> [Required work]: Set down all of the records exactly.

Collected data:
□ □ □ □

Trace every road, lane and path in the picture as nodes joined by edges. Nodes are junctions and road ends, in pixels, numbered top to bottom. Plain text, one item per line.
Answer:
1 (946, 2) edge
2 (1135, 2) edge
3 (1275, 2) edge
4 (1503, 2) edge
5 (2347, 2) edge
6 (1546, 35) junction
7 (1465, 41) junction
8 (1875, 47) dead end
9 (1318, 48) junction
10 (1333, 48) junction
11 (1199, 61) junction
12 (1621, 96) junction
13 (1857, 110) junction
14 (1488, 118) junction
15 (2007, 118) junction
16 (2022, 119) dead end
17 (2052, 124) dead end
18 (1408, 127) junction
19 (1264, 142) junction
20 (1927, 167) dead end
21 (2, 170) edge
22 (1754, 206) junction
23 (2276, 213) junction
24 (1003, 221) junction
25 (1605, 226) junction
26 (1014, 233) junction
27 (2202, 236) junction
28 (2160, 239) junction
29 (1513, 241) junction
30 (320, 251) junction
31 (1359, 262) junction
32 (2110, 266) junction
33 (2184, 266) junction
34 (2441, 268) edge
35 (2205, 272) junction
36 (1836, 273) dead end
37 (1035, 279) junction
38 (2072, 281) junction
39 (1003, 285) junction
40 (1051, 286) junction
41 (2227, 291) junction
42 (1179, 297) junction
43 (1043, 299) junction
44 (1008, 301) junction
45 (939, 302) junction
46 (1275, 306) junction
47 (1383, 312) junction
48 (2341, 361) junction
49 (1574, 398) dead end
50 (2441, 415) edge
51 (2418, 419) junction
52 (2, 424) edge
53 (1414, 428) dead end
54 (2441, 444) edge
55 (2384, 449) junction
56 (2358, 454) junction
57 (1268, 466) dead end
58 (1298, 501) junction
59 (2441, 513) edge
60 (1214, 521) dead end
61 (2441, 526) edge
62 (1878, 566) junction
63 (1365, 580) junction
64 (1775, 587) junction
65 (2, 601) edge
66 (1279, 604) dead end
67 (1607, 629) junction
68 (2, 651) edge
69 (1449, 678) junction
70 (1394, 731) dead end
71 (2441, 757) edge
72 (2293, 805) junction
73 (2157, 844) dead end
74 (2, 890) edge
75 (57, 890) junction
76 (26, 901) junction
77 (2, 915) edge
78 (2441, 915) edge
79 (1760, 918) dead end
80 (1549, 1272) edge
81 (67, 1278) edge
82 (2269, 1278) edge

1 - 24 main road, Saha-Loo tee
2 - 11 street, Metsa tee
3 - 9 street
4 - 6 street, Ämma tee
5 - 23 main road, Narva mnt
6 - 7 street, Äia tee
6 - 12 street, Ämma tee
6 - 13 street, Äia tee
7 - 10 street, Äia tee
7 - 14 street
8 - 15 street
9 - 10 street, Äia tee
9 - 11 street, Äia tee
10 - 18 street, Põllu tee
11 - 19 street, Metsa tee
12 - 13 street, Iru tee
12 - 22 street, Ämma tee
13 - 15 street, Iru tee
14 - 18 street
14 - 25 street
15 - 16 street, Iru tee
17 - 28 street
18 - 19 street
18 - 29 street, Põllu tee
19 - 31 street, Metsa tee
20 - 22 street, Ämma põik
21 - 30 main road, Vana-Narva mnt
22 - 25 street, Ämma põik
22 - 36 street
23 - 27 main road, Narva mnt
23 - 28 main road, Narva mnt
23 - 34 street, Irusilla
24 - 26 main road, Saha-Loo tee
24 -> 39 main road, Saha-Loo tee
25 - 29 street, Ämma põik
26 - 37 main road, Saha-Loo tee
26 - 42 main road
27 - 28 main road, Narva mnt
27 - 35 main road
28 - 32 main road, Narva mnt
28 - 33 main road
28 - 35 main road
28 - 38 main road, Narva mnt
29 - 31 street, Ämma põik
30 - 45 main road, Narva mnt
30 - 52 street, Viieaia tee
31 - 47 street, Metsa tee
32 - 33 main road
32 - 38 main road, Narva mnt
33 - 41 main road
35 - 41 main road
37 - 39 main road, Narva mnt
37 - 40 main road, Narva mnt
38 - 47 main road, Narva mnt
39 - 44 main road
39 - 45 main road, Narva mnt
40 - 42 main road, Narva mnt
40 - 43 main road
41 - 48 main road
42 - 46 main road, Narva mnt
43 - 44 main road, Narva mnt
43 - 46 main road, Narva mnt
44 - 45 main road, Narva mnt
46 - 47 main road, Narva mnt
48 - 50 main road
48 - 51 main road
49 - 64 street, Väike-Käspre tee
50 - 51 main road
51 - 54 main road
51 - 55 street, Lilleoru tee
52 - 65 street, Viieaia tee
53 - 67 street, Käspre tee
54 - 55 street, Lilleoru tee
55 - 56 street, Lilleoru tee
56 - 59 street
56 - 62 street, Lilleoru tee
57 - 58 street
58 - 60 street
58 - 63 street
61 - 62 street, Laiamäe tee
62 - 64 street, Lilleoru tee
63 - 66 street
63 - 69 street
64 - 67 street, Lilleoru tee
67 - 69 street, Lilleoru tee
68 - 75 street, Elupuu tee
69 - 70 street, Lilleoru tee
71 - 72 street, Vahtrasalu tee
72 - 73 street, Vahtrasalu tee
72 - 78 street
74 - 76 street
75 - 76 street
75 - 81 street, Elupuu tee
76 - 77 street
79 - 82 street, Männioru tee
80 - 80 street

□ □ □ □

> [Result of the exercise]:
Trace every road, lane and path in the picture as nodes joined by edges. Nodes are junctions and road ends, in pixels, numbered top to bottom. Plain text, one item per line.
Answer:
1 (946, 2) edge
2 (1135, 2) edge
3 (1275, 2) edge
4 (1503, 2) edge
5 (2347, 2) edge
6 (1546, 35) junction
7 (1465, 41) junction
8 (1875, 47) dead end
9 (1318, 48) junction
10 (1333, 48) junction
11 (1199, 61) junction
12 (1621, 96) junction
13 (1857, 110) junction
14 (1488, 118) junction
15 (2007, 118) junction
16 (2022, 119) dead end
17 (2052, 124) dead end
18 (1408, 127) junction
19 (1264, 142) junction
20 (1927, 167) dead end
21 (2, 170) edge
22 (1754, 206) junction
23 (2276, 213) junction
24 (1003, 221) junction
25 (1605, 226) junction
26 (1014, 233) junction
27 (2202, 236) junction
28 (2160, 239) junction
29 (1513, 241) junction
30 (320, 251) junction
31 (1359, 262) junction
32 (2110, 266) junction
33 (2184, 266) junction
34 (2441, 268) edge
35 (2205, 272) junction
36 (1836, 273) dead end
37 (1035, 279) junction
38 (2072, 281) junction
39 (1003, 285) junction
40 (1051, 286) junction
41 (2227, 291) junction
42 (1179, 297) junction
43 (1043, 299) junction
44 (1008, 301) junction
45 (939, 302) junction
46 (1275, 306) junction
47 (1383, 312) junction
48 (2341, 361) junction
49 (1574, 398) dead end
50 (2441, 415) edge
51 (2418, 419) junction
52 (2, 424) edge
53 (1414, 428) dead end
54 (2441, 444) edge
55 (2384, 449) junction
56 (2358, 454) junction
57 (1268, 466) dead end
58 (1298, 501) junction
59 (2441, 513) edge
60 (1214, 521) dead end
61 (2441, 526) edge
62 (1878, 566) junction
63 (1365, 580) junction
64 (1775, 587) junction
65 (2, 601) edge
66 (1279, 604) dead end
67 (1607, 629) junction
68 (2, 651) edge
69 (1449, 678) junction
70 (1394, 731) dead end
71 (2441, 757) edge
72 (2293, 805) junction
73 (2157, 844) dead end
74 (2, 890) edge
75 (57, 890) junction
76 (26, 901) junction
77 (2, 915) edge
78 (2441, 915) edge
79 (1760, 918) dead end
80 (1549, 1272) edge
81 (67, 1278) edge
82 (2269, 1278) edge

1 - 24 main road, Saha-Loo tee
2 - 11 street, Metsa tee
3 - 9 street
4 - 6 street, Ämma tee
5 - 23 main road, Narva mnt
6 - 7 street, Äia tee
6 - 12 street, Ämma tee
6 - 13 street, Äia tee
7 - 10 street, Äia tee
7 - 14 street
8 - 15 street
9 - 10 street, Äia tee
9 - 11 street, Äia tee
10 - 18 street, Põllu tee
11 - 19 street, Metsa tee
12 - 13 street, Iru tee
12 - 22 street, Ämma tee
13 - 15 street, Iru tee
14 - 18 street
14 - 25 street
15 - 16 street, Iru tee
17 - 28 street
18 - 19 street
18 - 29 street, Põllu tee
19 - 31 street, Metsa tee
20 - 22 street, Ämma põik
21 - 30 main road, Vana-Narva mnt
22 - 25 street, Ämma põik
22 - 36 street
23 - 27 main road, Narva mnt
23 - 28 main road, Narva mnt
23 - 34 street, Irusilla
24 - 26 main road, Saha-Loo tee
24 -> 39 main road, Saha-Loo tee
25 - 29 street, Ämma põik
26 - 37 main road, Saha-Loo tee
26 - 42 main road
27 - 28 main road, Narva mnt
27 - 35 main road
28 - 32 main road, Narva mnt
28 - 33 main road
28 - 35 main road
28 - 38 main road, Narva mnt
29 - 31 street, Ämma põik
30 - 45 main road, Narva mnt
30 - 52 street, Viieaia tee
31 - 47 street, Metsa tee
32 - 33 main road
32 - 38 main road, Narva mnt
33 - 41 main road
35 - 41 main road
37 - 39 main road, Narva mnt
37 - 40 main road, Narva mnt
38 - 47 main road, Narva mnt
39 - 44 main road
39 - 45 main road, Narva mnt
40 - 42 main road, Narva mnt
40 - 43 main road
41 - 48 main road
42 - 46 main road, Narva mnt
43 - 44 main road, Narva mnt
43 - 46 main road, Narva mnt
44 - 45 main road, Narva mnt
46 - 47 main road, Narva mnt
48 - 50 main road
48 - 51 main road
49 - 64 street, Väike-Käspre tee
50 - 51 main road
51 - 54 main road
51 - 55 street, Lilleoru tee
52 - 65 street, Viieaia tee
53 - 67 street, Käspre tee
54 - 55 street, Lilleoru tee
55 - 56 street, Lilleoru tee
56 - 59 street
56 - 62 street, Lilleoru tee
57 - 58 street
58 - 60 street
58 - 63 street
61 - 62 street, Laiamäe tee
62 - 64 street, Lilleoru tee
63 - 66 street
63 - 69 street
64 - 67 street, Lilleoru tee
67 - 69 street, Lilleoru tee
68 - 75 street, Elupuu tee
69 - 70 street, Lilleoru tee
71 - 72 street, Vahtrasalu tee
72 - 73 street, Vahtrasalu tee
72 - 78 street
74 - 76 street
75 - 76 street
75 - 81 street, Elupuu tee
76 - 77 street
79 - 82 street, Männioru tee
80 - 80 street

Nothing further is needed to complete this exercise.